▸ **GOAL OF THE EXERCISE**
Work out how many lines in the entries below include the word "Đoạn", and give only that figure.

▸ **GIVEN INFORMATION**

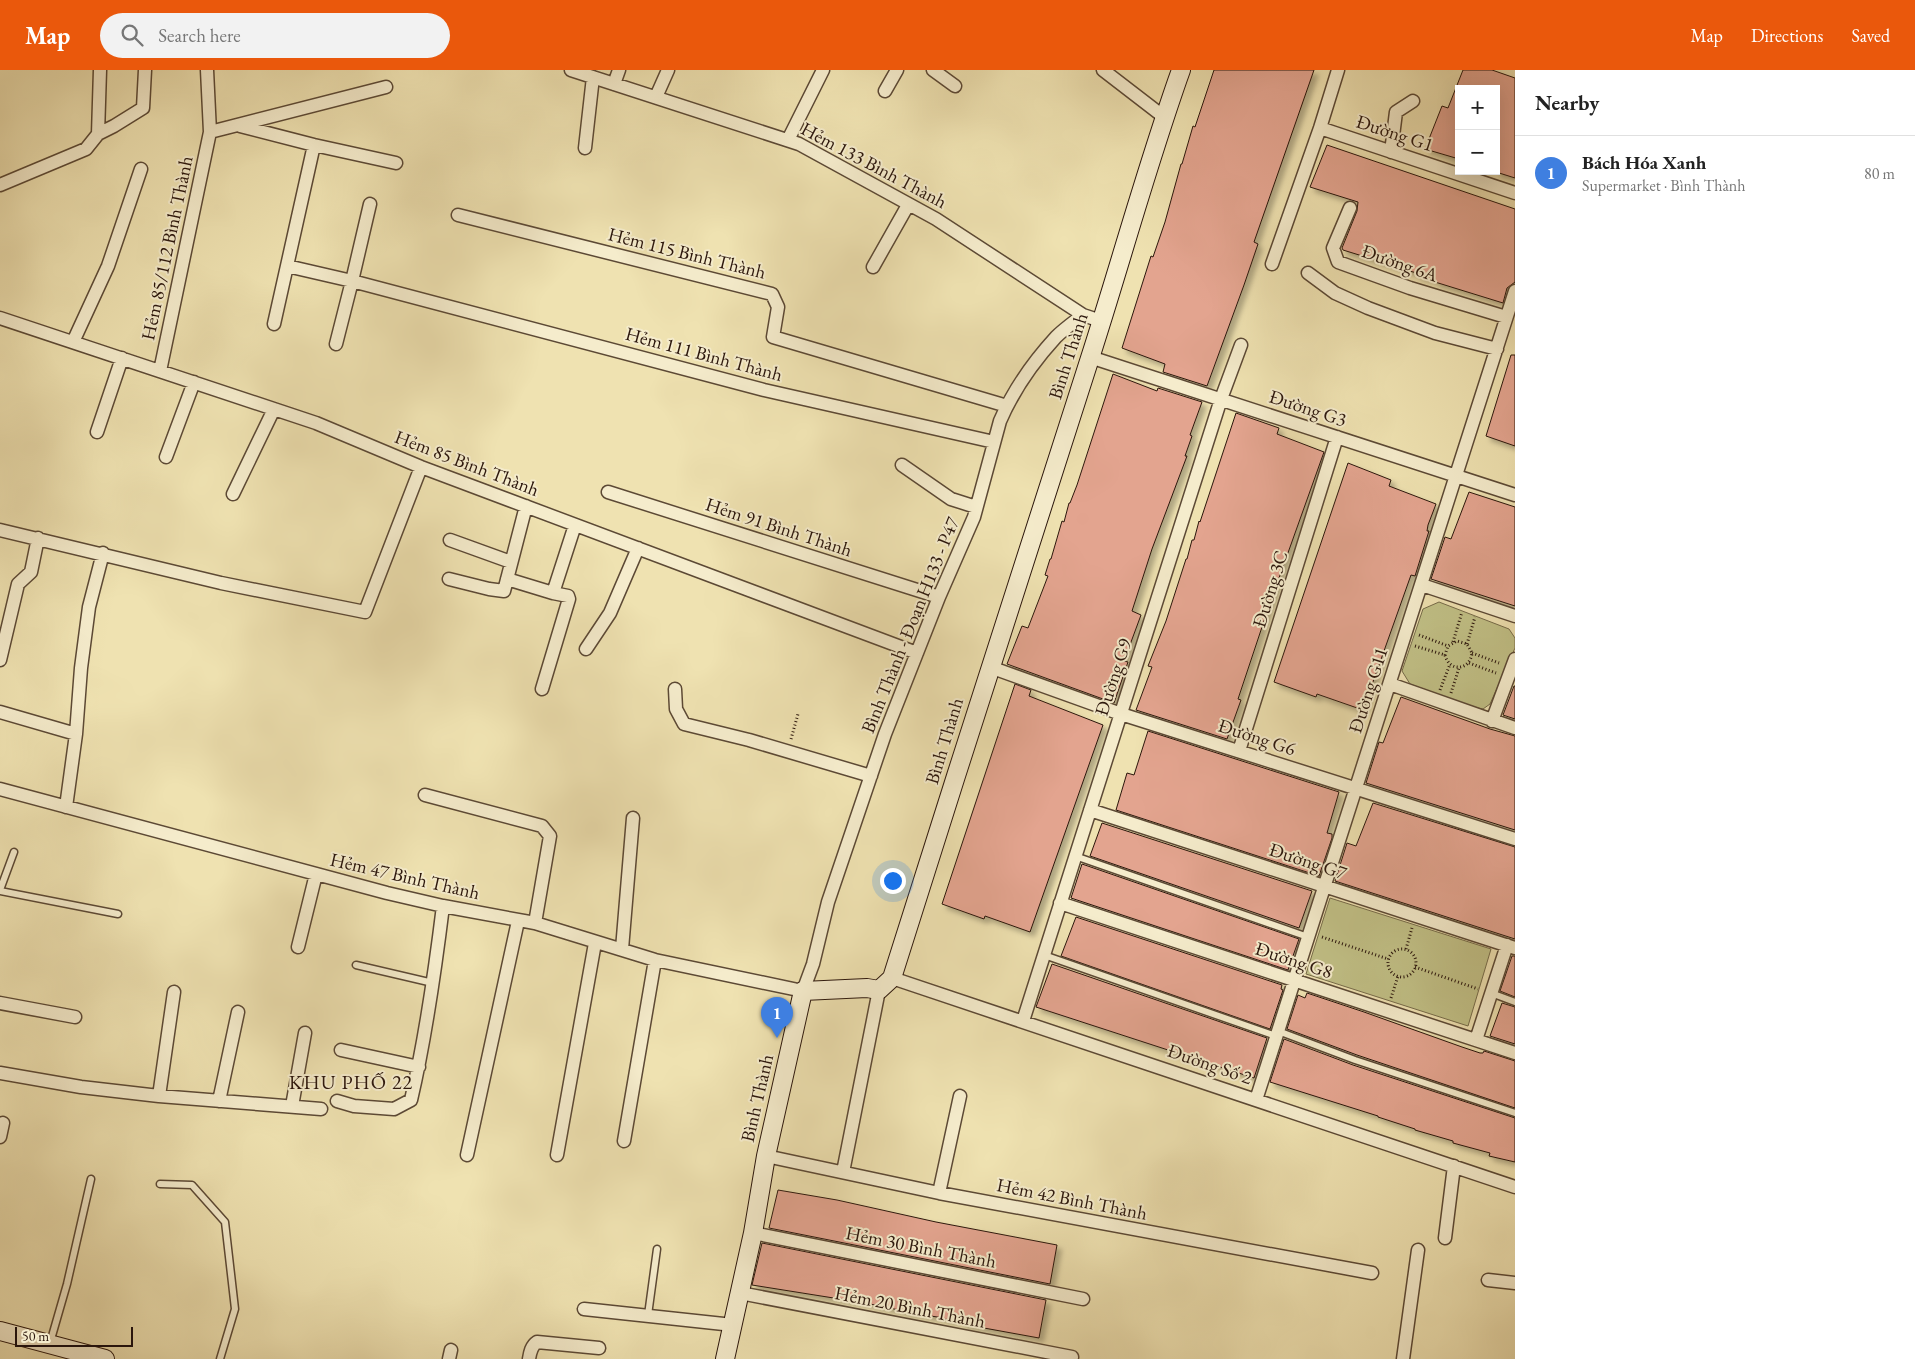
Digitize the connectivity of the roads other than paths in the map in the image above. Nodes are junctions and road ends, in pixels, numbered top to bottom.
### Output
1 (100, 70) edge
2 (145, 70) edge
3 (207, 70) edge
4 (572, 70) edge
5 (619, 70) edge
6 (668, 70) edge
7 (824, 70) edge
8 (897, 70) edge
9 (933, 70) edge
10 (1103, 70) edge
11 (1181, 70) edge
12 (1338, 70) edge
13 (593, 77) junction
14 (614, 84) junction
15 (386, 86) dead end
16 (955, 86) dead end
17 (885, 91) dead end
18 (656, 97) junction
19 (1413, 101) dead end
20 (1164, 117) junction
21 (239, 125) junction
22 (1320, 128) junction
23 (210, 132) junction
24 (98, 134) junction
25 (788, 140) junction
26 (314, 145) junction
27 (585, 148) dead end
28 (1391, 152) junction
29 (396, 163) dead end
30 (141, 169) dead end
31 (0, 185) edge
32 (1515, 193) edge
33 (370, 204) dead end
34 (908, 205) junction
35 (1350, 208) dead end
36 (458, 215) dead end
37 (1272, 264) dead end
38 (288, 266) junction
39 (873, 267) dead end
40 (1308, 273) dead end
41 (352, 281) junction
42 (1515, 291) edge
43 (1083, 314) junction
44 (1506, 317) junction
45 (0, 318) edge
46 (1101, 322) junction
47 (274, 324) dead end
48 (73, 342) junction
49 (336, 344) dead end
50 (1241, 345) dead end
51 (1497, 350) junction
52 (1090, 356) junction
53 (122, 358) junction
54 (160, 371) junction
55 (194, 382) junction
56 (1221, 399) junction
57 (1006, 406) junction
58 (274, 409) junction
59 (97, 432) dead end
60 (1337, 437) junction
61 (994, 442) junction
62 (166, 457) dead end
63 (902, 464) dead end
64 (421, 467) junction
65 (1456, 477) junction
66 (608, 492) dead end
67 (233, 494) dead end
68 (1515, 495) edge
69 (526, 506) junction
70 (976, 507) junction
71 (575, 524) junction
72 (0, 530) edge
73 (38, 538) junction
74 (450, 540) dead end
75 (638, 548) junction
76 (104, 553) junction
77 (512, 562) junction
78 (448, 579) dead end
79 (507, 579) junction
80 (1422, 585) junction
81 (553, 593) junction
82 (939, 597) junction
83 (1515, 616) edge
84 (586, 649) dead end
85 (917, 653) junction
86 (0, 660) edge
87 (990, 666) junction
88 (1512, 668) edge
89 (1390, 684) junction
90 (542, 689) dead end
91 (675, 689) dead end
92 (0, 712) edge
93 (1121, 714) junction
94 (1492, 721) junction
95 (1515, 728) edge
96 (76, 734) junction
97 (1239, 752) junction
98 (871, 776) junction
99 (1356, 788) junction
100 (0, 789) edge
101 (425, 795) dead end
102 (66, 807) junction
103 (1090, 810) junction
104 (633, 818) dead end
105 (1515, 839) edge
106 (14, 852) dead end
107 (1076, 856) junction
108 (316, 874) junction
109 (1325, 886) junction
110 (0, 890) edge
111 (1060, 903) junction
112 (443, 906) junction
113 (118, 914) dead end
114 (518, 921) junction
115 (535, 924) junction
116 (1309, 935) junction
117 (595, 943) junction
118 (298, 946) dead end
119 (1511, 947) edge
120 (622, 949) junction
121 (1044, 955) junction
122 (655, 960) junction
123 (356, 966) dead end
124 (892, 978) junction
125 (1294, 980) junction
126 (433, 983) junction
127 (879, 990) junction
128 (803, 991) junction
129 (174, 992) dead end
130 (1491, 994) junction
131 (1515, 1002) edge
132 (0, 1003) edge
133 (238, 1012) dead end
134 (75, 1017) dead end
135 (1023, 1021) junction
136 (305, 1033) dead end
137 (1277, 1034) junction
138 (1476, 1040) junction
139 (341, 1050) dead end
140 (1515, 1053) edge
141 (419, 1066) junction
142 (0, 1073) edge
143 (159, 1096) junction
144 (960, 1096) dead end
145 (1256, 1100) junction
146 (219, 1101) junction
147 (337, 1101) dead end
148 (292, 1106) junction
149 (321, 1109) dead end
150 (1515, 1113) edge
151 (3, 1124) dead end
152 (0, 1137) edge
153 (624, 1141) dead end
154 (467, 1155) dead end
155 (557, 1155) dead end
156 (766, 1156) junction
157 (1454, 1166) junction
158 (843, 1172) junction
159 (91, 1180) dead end
160 (160, 1184) dead end
161 (1515, 1187) edge
162 (939, 1193) junction
163 (753, 1232) junction
164 (1446, 1238) dead end
165 (657, 1249) dead end
166 (1418, 1250) dead end
167 (1372, 1273) dead end
168 (1488, 1280) dead end
169 (1515, 1283) edge
170 (740, 1293) junction
171 (1083, 1299) dead end
172 (584, 1309) dead end
173 (648, 1315) junction
174 (733, 1325) junction
175 (0, 1331) edge
176 (50, 1344) junction
177 (599, 1348) dead end
178 (1072, 1357) dead end
179 (93, 1358) edge
180 (220, 1359) edge
181 (529, 1359) edge
182 (725, 1359) edge
183 (1403, 1359) edge

1 - 24 street
2 - 24 street
3 - 23 street, Hẻm 85/112 Bình Thành
4 - 13 street, Hẻm 133 Bình Thành
5 - 14 street
6 - 18 street
7 - 25 street
8 - 17 street
9 - 16 street
10 - 20 street
11 - 20 street, Bình Thành
12 - 22 street
13 - 14 street, Hẻm 133 Bình Thành
13 - 27 street
14 - 18 street, Hẻm 133 Bình Thành
15 - 21 street
18 - 25 street, Hẻm 133 Bình Thành
19 - 28 street
20 - 46 street, Bình Thành
21 - 23 street
21 - 26 street
22 - 28 street, Đường G1
22 - 37 street
23 - 54 street, Hẻm 85/112 Bình Thành
24 - 31 street
25 - 34 street, Hẻm 133 Bình Thành
26 - 29 street
26 - 38 street
28 - 32 street, Đường G1
30 - 48 street
33 - 41 street
34 - 39 street
34 - 43 street, Hẻm 133 Bình Thành
35 - 44 street, Đường 6A
36 - 57 street, Hẻm 115 Bình Thành
38 - 41 street
38 - 47 street
40 - 51 street
41 - 49 street
41 - 61 street, Hẻm 111 Bình Thành
42 - 44 street, Đường G11
43 - 46 street
43 - 57 street, Bình Thành - Đoạn H133 - P47
44 - 51 street, Đường G11
45 - 48 street, Hẻm 85 Bình Thành
46 - 52 street, Bình Thành
48 - 53 street, Hẻm 85 Bình Thành
50 - 56 street, Đường G9
51 - 65 street, Đường G11
52 - 56 street, Đường G3
52 - 87 street, Bình Thành
53 - 54 street, Hẻm 85 Bình Thành
53 - 59 street
54 - 55 street, Hẻm 85 Bình Thành
55 - 58 street, Hẻm 85 Bình Thành
55 - 62 street
56 - 60 street, Đường G3
56 - 93 street, Đường G9
57 - 61 street, Bình Thành - Đoạn H133 - P47
58 - 64 street, Hẻm 85 Bình Thành
58 - 67 street
60 - 65 street, Đường G3
60 - 97 street, Đường 3C
61 - 70 street, Bình Thành - Đoạn H133 - P47
63 - 70 street
64 - 69 street, Hẻm 85 Bình Thành
64 - 76 street
65 - 68 street, Đường G3
65 - 80 street, Đường G11
66 - 82 street, Hẻm 91 Bình Thành
69 - 71 street, Hẻm 85 Bình Thành
69 - 77 street
70 - 82 street, Bình Thành - Đoạn H133 - P47
71 - 75 street, Hẻm 85 Bình Thành
71 - 81 street
72 - 73 street
73 - 76 street
73 - 86 street
74 - 77 street
75 - 84 street
75 - 85 street, Hẻm 85 Bình Thành
76 - 96 street
77 - 79 street
78 - 79 street
79 - 81 street
80 - 83 street
80 - 89 street, Đường G11
81 - 90 street
82 - 85 street, Bình Thành - Đoạn H133 - P47
85 - 98 street, Bình Thành - Đoạn H133 - P47
87 - 93 street, Đường G6
87 - 124 street, Bình Thành
88 - 94 street
89 - 94 street
89 - 99 street, Đường G11
91 - 98 street
92 - 96 street
93 - 97 street, Đường G6
93 - 103 street, Đường G9
94 - 95 street
96 - 102 street
97 - 99 street, Đường G6
98 - 128 street, Bình Thành - Đoạn H133 - P47
99 - 105 street, Đường G6
99 - 109 street, Đường G11
100 - 102 street, Hẻm 47 Bình Thành
101 - 115 street
102 - 108 street, Hẻm 47 Bình Thành
103 - 107 street, Đường G9
103 - 109 street, Đường G7
104 - 120 street
106 - 110 lane
107 - 111 street, Đường G9
107 - 116 lane
108 - 112 street, Hẻm 47 Bình Thành
108 - 118 street
109 - 116 street, Đường G11
109 - 119 street, Đường G7
110 - 113 lane
111 - 121 street, Đường G9
111 - 125 street, Đường G8
112 - 114 street, Hẻm 47 Bình Thành
112 - 126 street
114 - 115 street, Hẻm 47 Bình Thành
114 - 154 street
115 - 117 street, Hẻm 47 Bình Thành
116 - 125 street, Đường G11
117 - 120 street, Hẻm 47 Bình Thành
117 - 155 street
119 - 130 street
120 - 122 street, Hẻm 47 Bình Thành
121 - 135 street, Đường G9
121 - 137 lane
122 - 128 street, Hẻm 47 Bình Thành
122 - 153 street
123 - 126 lane
124 - 127 street, Bình Thành
124 - 135 street, Đường Số 2
125 - 137 street, Đường G11
125 - 138 street, Đường G8
126 - 141 street
127 - 128 street
127 - 158 street
128 - 156 street, Bình Thành
129 - 143 street
130 - 131 lane
130 - 138 street
132 - 134 street
133 - 146 street
135 - 145 street, Đường Số 2
136 - 148 street
137 - 145 street, Đường G11
137 - 150 lane
138 - 140 street, Đường G8
139 - 141 street
141 - 147 street
142 - 143 street
143 - 146 street
144 - 162 street
145 - 157 street, Đường Số 2
146 - 148 street
148 - 149 street
151 - 152 street
156 - 158 street, Hẻm 42 Bình Thành
156 - 163 street, Bình Thành
157 - 161 street, Đường Số 2
157 - 164 street
158 - 162 street, Hẻm 42 Bình Thành
159 - 176 lane
160 - 180 lane
162 - 167 street, Hẻm 42 Bình Thành
163 - 170 street, Bình Thành
163 - 171 street, Hẻm 30 Bình Thành
165 - 173 lane
166 - 183 street
168 - 169 street
170 - 174 street, Bình Thành
170 - 178 street, Hẻm 20 Bình Thành
172 - 173 street
173 - 174 street
174 - 182 street, Bình Thành
175 - 176 street
176 - 179 street
177 - 181 street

▸ **ANSWER BOX**
7